MonoBite: Scale-Aware 3D Reconstruction and Volume Estimation from Monocular Multi-food Images
摘要
We present MonoBite, a scale-aware 3D reconstruction and volume estimation pipeline for monocular multi-food images. Accurate food volume estimation from RGB images is critical for dietary tracking and nutritional assessment, yet remains challenging due to the lack of depth information and physical references. Existing methods typically rely on multi-view inputs or explicit physical references such as checkerboards, limiting their applicability in real-world settings. In contrast, MonoBite performs single-view, multi-object 3D reconstruction without requiring explicit references or camera calibration.

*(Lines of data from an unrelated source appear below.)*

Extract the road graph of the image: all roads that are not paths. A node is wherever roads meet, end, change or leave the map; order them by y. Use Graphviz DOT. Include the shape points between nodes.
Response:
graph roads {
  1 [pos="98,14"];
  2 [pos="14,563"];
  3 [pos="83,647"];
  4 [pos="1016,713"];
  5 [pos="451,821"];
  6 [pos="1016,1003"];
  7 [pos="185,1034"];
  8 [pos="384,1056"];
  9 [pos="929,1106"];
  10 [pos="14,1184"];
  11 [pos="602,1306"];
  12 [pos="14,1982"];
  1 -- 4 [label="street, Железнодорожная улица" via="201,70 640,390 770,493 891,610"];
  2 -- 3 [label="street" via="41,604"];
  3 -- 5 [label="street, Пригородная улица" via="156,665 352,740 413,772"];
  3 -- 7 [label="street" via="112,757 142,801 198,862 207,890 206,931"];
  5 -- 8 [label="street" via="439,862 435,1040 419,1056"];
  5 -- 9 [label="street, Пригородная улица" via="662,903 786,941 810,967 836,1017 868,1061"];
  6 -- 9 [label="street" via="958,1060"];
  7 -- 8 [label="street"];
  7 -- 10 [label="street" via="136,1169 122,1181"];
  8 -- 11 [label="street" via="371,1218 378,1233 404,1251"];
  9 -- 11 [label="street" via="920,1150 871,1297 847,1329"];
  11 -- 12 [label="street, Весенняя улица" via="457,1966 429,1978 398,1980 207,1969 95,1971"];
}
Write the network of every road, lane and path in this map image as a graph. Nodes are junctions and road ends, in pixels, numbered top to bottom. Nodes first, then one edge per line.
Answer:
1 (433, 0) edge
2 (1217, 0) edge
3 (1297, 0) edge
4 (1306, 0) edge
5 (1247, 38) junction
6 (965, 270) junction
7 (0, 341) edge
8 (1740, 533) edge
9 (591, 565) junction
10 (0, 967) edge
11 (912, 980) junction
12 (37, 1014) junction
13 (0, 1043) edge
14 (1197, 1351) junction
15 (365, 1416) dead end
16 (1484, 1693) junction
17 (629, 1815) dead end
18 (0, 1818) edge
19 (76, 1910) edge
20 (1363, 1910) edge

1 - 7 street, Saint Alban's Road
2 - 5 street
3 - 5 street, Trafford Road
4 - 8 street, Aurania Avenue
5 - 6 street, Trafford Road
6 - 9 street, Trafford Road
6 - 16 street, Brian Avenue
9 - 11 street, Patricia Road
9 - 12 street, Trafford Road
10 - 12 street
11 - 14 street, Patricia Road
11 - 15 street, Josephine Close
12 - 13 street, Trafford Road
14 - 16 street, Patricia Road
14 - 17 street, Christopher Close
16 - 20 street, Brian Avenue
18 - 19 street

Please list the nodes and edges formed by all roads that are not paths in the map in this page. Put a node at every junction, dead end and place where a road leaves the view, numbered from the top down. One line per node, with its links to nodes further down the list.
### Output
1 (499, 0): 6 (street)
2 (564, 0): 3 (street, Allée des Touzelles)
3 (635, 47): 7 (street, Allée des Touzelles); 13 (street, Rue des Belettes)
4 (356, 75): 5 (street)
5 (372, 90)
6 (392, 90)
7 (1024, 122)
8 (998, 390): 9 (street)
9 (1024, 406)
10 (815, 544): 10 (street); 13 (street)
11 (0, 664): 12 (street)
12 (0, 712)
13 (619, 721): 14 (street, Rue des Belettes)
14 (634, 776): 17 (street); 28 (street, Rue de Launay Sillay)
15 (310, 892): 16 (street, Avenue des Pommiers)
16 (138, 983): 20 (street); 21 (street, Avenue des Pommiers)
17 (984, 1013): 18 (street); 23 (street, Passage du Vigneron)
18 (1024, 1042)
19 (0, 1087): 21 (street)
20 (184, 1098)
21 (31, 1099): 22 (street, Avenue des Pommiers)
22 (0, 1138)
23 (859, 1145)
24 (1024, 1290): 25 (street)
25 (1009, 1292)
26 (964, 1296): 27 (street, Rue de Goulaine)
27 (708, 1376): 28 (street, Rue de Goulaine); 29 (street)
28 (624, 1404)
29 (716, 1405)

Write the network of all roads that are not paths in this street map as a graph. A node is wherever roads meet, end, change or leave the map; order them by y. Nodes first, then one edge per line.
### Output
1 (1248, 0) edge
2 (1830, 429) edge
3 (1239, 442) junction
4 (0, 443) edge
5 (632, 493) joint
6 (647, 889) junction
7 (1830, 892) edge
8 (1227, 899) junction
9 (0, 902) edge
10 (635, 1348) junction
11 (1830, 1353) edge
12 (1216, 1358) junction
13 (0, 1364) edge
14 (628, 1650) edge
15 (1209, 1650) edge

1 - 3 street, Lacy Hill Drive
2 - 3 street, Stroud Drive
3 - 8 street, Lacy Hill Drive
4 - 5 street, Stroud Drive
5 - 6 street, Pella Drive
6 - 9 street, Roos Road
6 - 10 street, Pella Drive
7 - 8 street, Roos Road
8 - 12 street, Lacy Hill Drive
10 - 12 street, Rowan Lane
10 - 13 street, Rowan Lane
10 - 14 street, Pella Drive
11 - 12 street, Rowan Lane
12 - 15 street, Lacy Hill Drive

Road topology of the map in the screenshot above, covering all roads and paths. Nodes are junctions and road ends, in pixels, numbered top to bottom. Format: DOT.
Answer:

Our approach introduces three key modules: (1) Single-View Multi-Object 3D Reconstruction (SVMOR), which leverages 3D foundation models enhanced with an implicit plane hint; (2) Scaffold Point Cloud Mesh Alignment (SPCMA), which enables accurate local scaling by aligning reconstructed meshes with metric depth predictions; and (3) Metric Depth Refinement (MDR), which refines global scale using contextual cues from real-world dining scenes. MonoBite achieves state-of-the-art performance with a MAPE of 0.23 and a Chamfer Distance of 5.85 on the CVPR 2025 2nd MetaFood Workshop challenge dataset, winning first place in the official competition.